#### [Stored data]
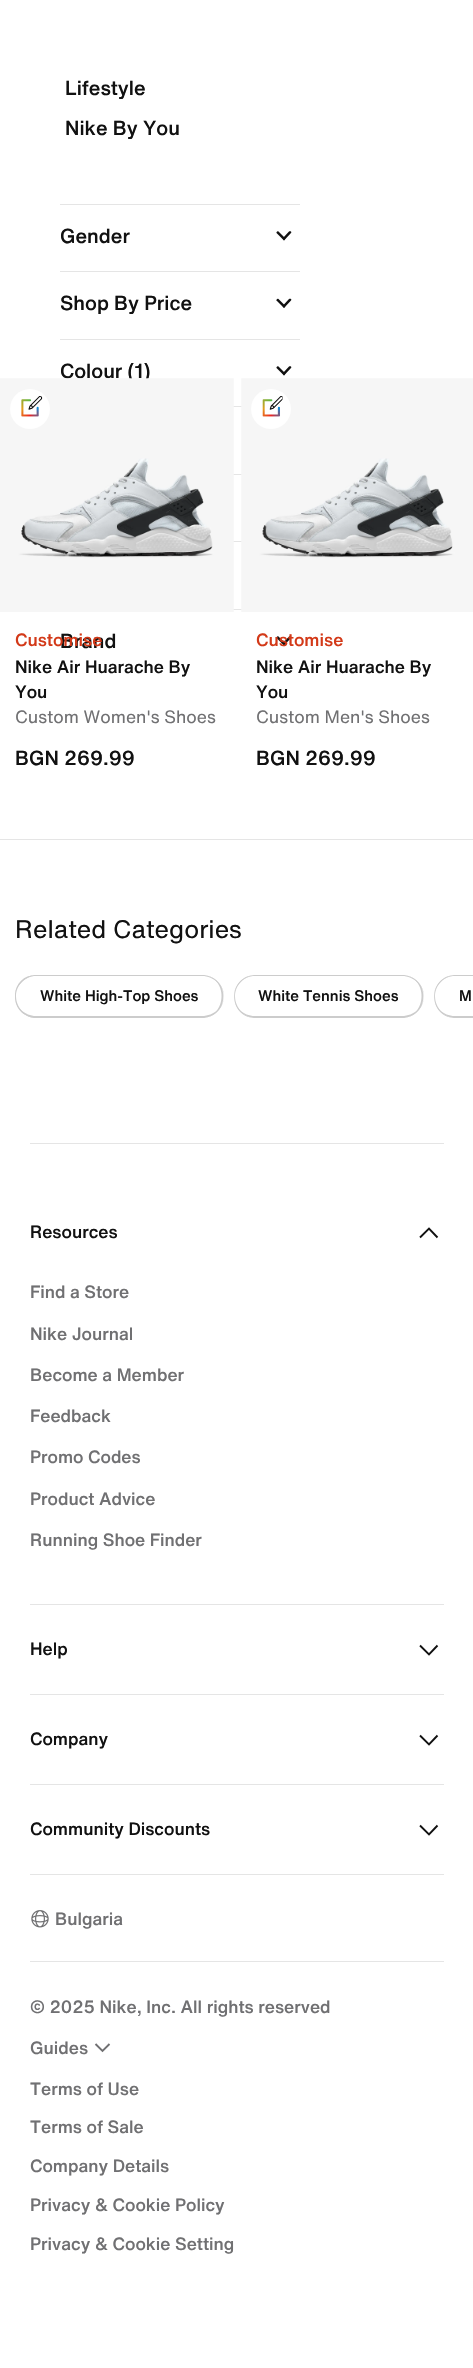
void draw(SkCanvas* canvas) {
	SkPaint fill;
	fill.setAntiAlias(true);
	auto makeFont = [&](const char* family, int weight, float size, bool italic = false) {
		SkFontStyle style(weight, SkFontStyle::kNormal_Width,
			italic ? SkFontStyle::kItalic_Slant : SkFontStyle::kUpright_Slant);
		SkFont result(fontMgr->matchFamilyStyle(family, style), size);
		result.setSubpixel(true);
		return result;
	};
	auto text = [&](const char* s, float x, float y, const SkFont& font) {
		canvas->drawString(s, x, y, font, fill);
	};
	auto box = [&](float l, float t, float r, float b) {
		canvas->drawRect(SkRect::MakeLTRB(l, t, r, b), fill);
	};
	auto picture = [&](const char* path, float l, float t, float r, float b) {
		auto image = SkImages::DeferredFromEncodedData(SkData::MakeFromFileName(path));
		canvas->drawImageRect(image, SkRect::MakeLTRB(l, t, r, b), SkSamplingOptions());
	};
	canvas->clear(0xFFFFFFFF);
	fill.setColor(0xFFE5E5E5);
	box(60, 204, 300, 205);
	box(60, 271, 300, 272);
	fill.setColor(0xFF111111);
	canvas->drawPath(SkPathBuilder().moveTo(278.5f, 231.5f).lineTo(285.5f, 238.5f).lineTo(284, 240.5f).lineTo(276.5f, 233).cubicTo(276, 232, 277.5f, 230.5f, 278.5f, 231.5f).close().detach(), fill);
	canvas->drawPath(SkPathBuilder().moveTo(282.5f, 238.5f).lineTo(289, 231.5f).cubicTo(289.5f, 231, 290.5f, 231, 291, 231.5f).cubicTo(291.5f, 232, 291.5f, 232.5f, 291, 233).lineTo(284, 240.5f).close().detach(), fill);
	fill.setColor(0xFFE5E5E5);
	box(60, 339, 300, 340);
	fill.setColor(0xFF111111);
	canvas->drawPath(SkPathBuilder().moveTo(278.5f, 299).lineTo(285.5f, 306).lineTo(284, 308).lineTo(276.5f, 300.5f).cubicTo(276, 299.5f, 277.5f, 298, 278.5f, 299).close().detach(), fill);
	canvas->drawPath(SkPathBuilder().moveTo(282.5f, 306).lineTo(289, 299).cubicTo(289.5f, 298.5f, 290.5f, 298.5f, 291, 299).cubicTo(291.5f, 299.5f, 291.5f, 300, 291, 300.5f).lineTo(284, 308).close().detach(), fill);
	fill.setColor(0xFFE5E5E5);
	box(233, 406, 242, 407);
	fill.setColor(0xFF111111);
	canvas->drawPath(SkPathBuilder().moveTo(278.5f, 366.5f).lineTo(285.5f, 373.5f).lineTo(284, 375.5f).lineTo(276.5f, 368).cubicTo(276, 367, 277.5f, 365.5f, 278.5f, 366.5f).close().detach(), fill);
	canvas->drawPath(SkPathBuilder().moveTo(282.5f, 373.5f).lineTo(289, 366.5f).cubicTo(289.5f, 366, 290.5f, 366, 291, 366.5f).cubicTo(291.5f, 367, 291.5f, 367.5f, 291, 368).lineTo(284, 375.5f).close().detach(), fill);
	fill.setColor(0xFFE5E5E5);
	box(233, 474, 242, 475);
	box(233, 541, 242, 542);
	box(233, 609, 242, 610);
	fill.setColor(0xFF111111);
	canvas->drawPath(SkPathBuilder().moveTo(278.5f, 636.5f).lineTo(285.5f, 643.5f).lineTo(284, 645.5f).lineTo(276.5f, 638).cubicTo(276, 637, 277.5f, 635.5f, 278.5f, 636.5f).close().detach(), fill);
	canvas->drawPath(SkPathBuilder().moveTo(282.5f, 643.5f).lineTo(289, 636.5f).cubicTo(289.5f, 636, 290.5f, 636, 291, 636.5f).cubicTo(291.5f, 637, 291.5f, 637.5f, 291, 638).lineTo(284, 645.5f).close().detach(), fill);
	picture("image2.png", 241, 378, 473, 612);
	fill.setColor(0xFFFFFFFF);
	canvas->drawCircle(271, 409, 20, fill);
	picture("image3.png", 262, 396, 283, 417);
	fill.setColor(0xFFE5E5E5);
	box(0, 839, 473, 840);
	canvas->save();
	canvas->clipRect(SkRect::MakeLTRB(15, 945, 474, 1108));
	fill.setColor(0xFFCCCCCC);
	canvas->drawPath(SkPathBuilder().moveTo(36, 975).cubicTo(8, 975, 7, 1018, 38, 1018).cubicTo(26, 1018, 16, 1008, 16, 996).cubicTo(16, 985, 26, 975, 38, 975).close().detach(), fill);
	canvas->restore();
	canvas->drawPath(SkPathBuilder().moveTo(15, 996).cubicTo(15, 1008, 25, 1018, 36, 1018).lineTo(202, 1018).cubicTo(214, 1018, 224, 1008, 224, 996).cubicTo(224, 1007, 214, 1016, 202, 1016).lineTo(36, 1016).cubicTo(25, 1016, 15, 1007, 15, 996).close().detach(), fill);
	canvas->drawPath(SkPathBuilder().moveTo(201, 1018).cubicTo(231, 1018, 231, 975, 201, 975).cubicTo(229, 975, 228, 1018, 201, 1018).close().detach(), fill);
	canvas->drawPath(SkPathBuilder().moveTo(36, 976).lineTo(202, 976).cubicTo(214, 976, 224, 986, 224, 997).lineTo(224, 996).cubicTo(224, 985, 214, 975, 202, 975).lineTo(36, 975).cubicTo(25, 975, 15, 985, 15, 996).lineTo(15, 997).cubicTo(15, 986, 25, 976, 36, 976).close().detach(), fill);
	canvas->drawPath(SkPathBuilder().moveTo(256, 975).cubicTo(227, 975, 227, 1018, 256, 1018).cubicTo(245, 1018, 235, 1008, 235, 996).cubicTo(235, 985, 245, 975, 256, 975).close().detach(), fill);
	canvas->drawPath(SkPathBuilder().moveTo(234, 996).cubicTo(234, 1008, 244, 1018, 256, 1018).lineTo(402, 1018).cubicTo(414, 1018, 424, 1008, 424, 996).cubicTo(424, 1007, 414, 1016, 402, 1016).lineTo(255, 1016).cubicTo(243, 1016, 234, 1007, 234, 996).close().detach(), fill);
	canvas->drawPath(SkPathBuilder().moveTo(401, 1018).cubicTo(431, 1018, 431, 975, 401, 975).cubicTo(429, 975, 428, 1018, 401, 1018).close().detach(), fill);
	canvas->drawPath(SkPathBuilder().moveTo(255, 976).lineTo(402, 976).cubicTo(414, 976, 424, 986, 424, 997).lineTo(424, 996).cubicTo(424, 985, 414, 975, 402, 975).lineTo(256, 975).cubicTo(244, 975, 234, 985, 234, 996).lineTo(234, 997).cubicTo(234, 986, 243, 976, 255, 976).close().detach(), fill);
	canvas->drawPath(SkPathBuilder().moveTo(456, 975).cubicTo(427, 975, 427, 1018, 456, 1018).cubicTo(445, 1018, 435, 1008, 435, 996).cubicTo(435, 985, 445, 975, 456, 975).close().detach(), fill);
	canvas->drawPath(SkPathBuilder().moveTo(434, 996).cubicTo(434, 1008, 444, 1018, 456, 1018).lineTo(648, 1018).cubicTo(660, 1018, 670, 1008, 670, 996).cubicTo(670, 1007, 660, 1016, 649, 1016).lineTo(455, 1016).cubicTo(443, 1016, 434, 1007, 434, 996).close().moveTo(455, 976).lineTo(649, 976).cubicTo(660, 976, 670, 986, 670, 997).lineTo(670, 996).cubicTo(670, 985, 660, 975, 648, 975).lineTo(456, 975).cubicTo(444, 975, 434, 985, 434, 996).lineTo(434, 997).cubicTo(434, 986, 443, 976, 455, 976).close().detach(), fill);
	fill.setColor(0xFFE5E5E5);
	box(30, 1143, 444, 1144);
	box(30, 1604, 444, 1605);
	fill.setStyle(SkPaint::kStroke_Style);
	fill.setStrokeWidth(1.9f);
	fill.setColor(0xFF111111);
	canvas->drawPath(SkPathBuilder().moveTo(420, 1237.5f).lineTo(429, 1228.5f).lineTo(437.5f, 1237.5f).detach(), fill);
	fill.setStyle(SkPaint::kFill_Style);
	fill.setColor(0xFFE5E5E5);
	box(30, 1694, 444, 1695);
	fill.setStyle(SkPaint::kStroke_Style);
	fill.setColor(0xFF111111);
	canvas->drawPath(SkPathBuilder().moveTo(437.5f, 1645.5f).lineTo(429, 1654.5f).lineTo(420, 1645.5f).detach(), fill);
	fill.setStyle(SkPaint::kFill_Style);
	fill.setColor(0xFFE5E5E5);
	box(30, 1784, 444, 1785);
	fill.setStyle(SkPaint::kStroke_Style);
	fill.setColor(0xFF111111);
	canvas->drawPath(SkPathBuilder().moveTo(437.5f, 1735.5f).lineTo(429, 1744.5f).lineTo(420, 1735.5f).detach(), fill);
	fill.setStyle(SkPaint::kFill_Style);
	fill.setColor(0xFFE5E5E5);
	box(30, 1874, 444, 1875);
	fill.setStyle(SkPaint::kStroke_Style);
	fill.setColor(0xFF111111);
	canvas->drawPath(SkPathBuilder().moveTo(437.5f, 1825.5f).lineTo(429, 1834.5f).lineTo(420, 1825.5f).detach(), fill);
	picture("image4.png", 31, 1910, 49, 1928);
	fill.setStyle(SkPaint::kFill_Style);
	fill.setColor(0xFFE5E5E5);
	box(30, 1961, 444, 1962);
	fill.setStyle(SkPaint::kStroke_Style);
	fill.setColor(0xFF707072);
	canvas->drawPath(SkPathBuilder().moveTo(109.5f, 2044).lineTo(102.5f, 2051).lineTo(95.5f, 2044).detach(), fill);
	auto font1 = makeFont("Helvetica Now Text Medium", 500, 20);
	fill.setStyle(SkPaint::kFill_Style);
	fill.setColor(0xFF111111);
	text("Lifestyle", 65, 95, font1);
	text("Nike By You", 65, 135, font1);
	text("Gender", 60, 243, font1);
	text("Shop By Price", 60, 310, font1);
	text("Colour (1)", 60, 378, font1);
	text("Brand", 60, 648, font1);
	picture("image0.png", 0, 378, 234, 612);
	fill.setColor(0xFFFFFFFF);
	canvas->drawCircle(30, 409, 20, fill);
	picture("image1.png", 21, 396, 43, 417);
	auto font2 = makeFont("Helvetica Now Text Medium", 500, 17.5f);
	fill.setColor(0xFFD33918);
	text("Customise", 15, 646, font2);
	fill.setColor(0xFF111111);
	text("Nike Air Huarache By", 15, 673, font2);
	text("You", 15, 698, font2);
	auto font3 = makeFont("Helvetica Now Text", 400, 17.5f);
	fill.setColor(0xFF707072);
	text("Custom Women's Shoes", 15, 723, font3);
	fill.setColor(0xFF111111);
	text("BGN 269.99", 15, 765, font1);
	fill.setColor(0xFFD33918);
	text("Customise", 256, 646, font2);
	fill.setColor(0xFF111111);
	text("Nike Air Huarache By", 256, 673, font2);
	text("You", 256, 698, font2);
	fill.setColor(0xFF707072);
	text("Custom Men's Shoes", 256, 723, font3);
	fill.setColor(0xFF111111);
	text("BGN 269.99", 256, 765, font1);
	auto font4 = makeFont("Helvetica Now Text", 400, 25);
	text("Related Categories", 15, 938, font4);
	auto font5 = makeFont("Helvetica Now Text Medium", 500, 15);
	text("White High-Top Shoes", 40, 1001, font5);
	text("White Tennis Shoes", 258, 1001, font5);
	text("M", 459, 1001, font5);
	text("Resources", 30, 1238, font2);
	fill.setColor(0xFF707072);
	text("Find a Store", 30, 1298, font2);
	text("Nike Journal", 30, 1340, font2);
	text("Become a Member", 30, 1381, font2);
	text("Feedback", 30, 1422, font2);
	text("Promo Codes", 30, 1463, font2);
	text("Product Advice", 30, 1505, font2);
	text("Running Shoe Finder", 30, 1546, font2);
	fill.setColor(0xFF111111);
	text("Help", 30, 1655, font2);
	text("Company", 30, 1745, font2);
	text("Community Discounts", 30, 1835, font2);
	fill.setColor(0xFF707072);
	text("Bulgaria", 55, 1925, font2);
	text("© 2025 Nike, Inc. All rights reserved", 30, 2013, font2);
	text("Guides", 30, 2054, font2);
	text("Terms of Use", 30, 2095, font2);
	text("Terms of Sale", 30, 2133, font2);
	text("Company Details", 30, 2172, font2);
	text("Privacy & Cookie Policy", 30, 2211, font2);
	text("Privacy & Cookie Setting", 30, 2250, font2);
}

#### [Exercise directions]
From the entries above, show each line that includes the string "Helvetica".

#### [Solution for this exercise]
	auto font1 = makeFont("Helvetica Now Text Medium", 500, 20);
	auto font2 = makeFont("Helvetica Now Text Medium", 500, 17.5f);
	auto font3 = makeFont("Helvetica Now Text", 400, 17.5f);
	auto font4 = makeFont("Helvetica Now Text", 400, 25);
	auto font5 = makeFont("Helvetica Now Text Medium", 500, 15);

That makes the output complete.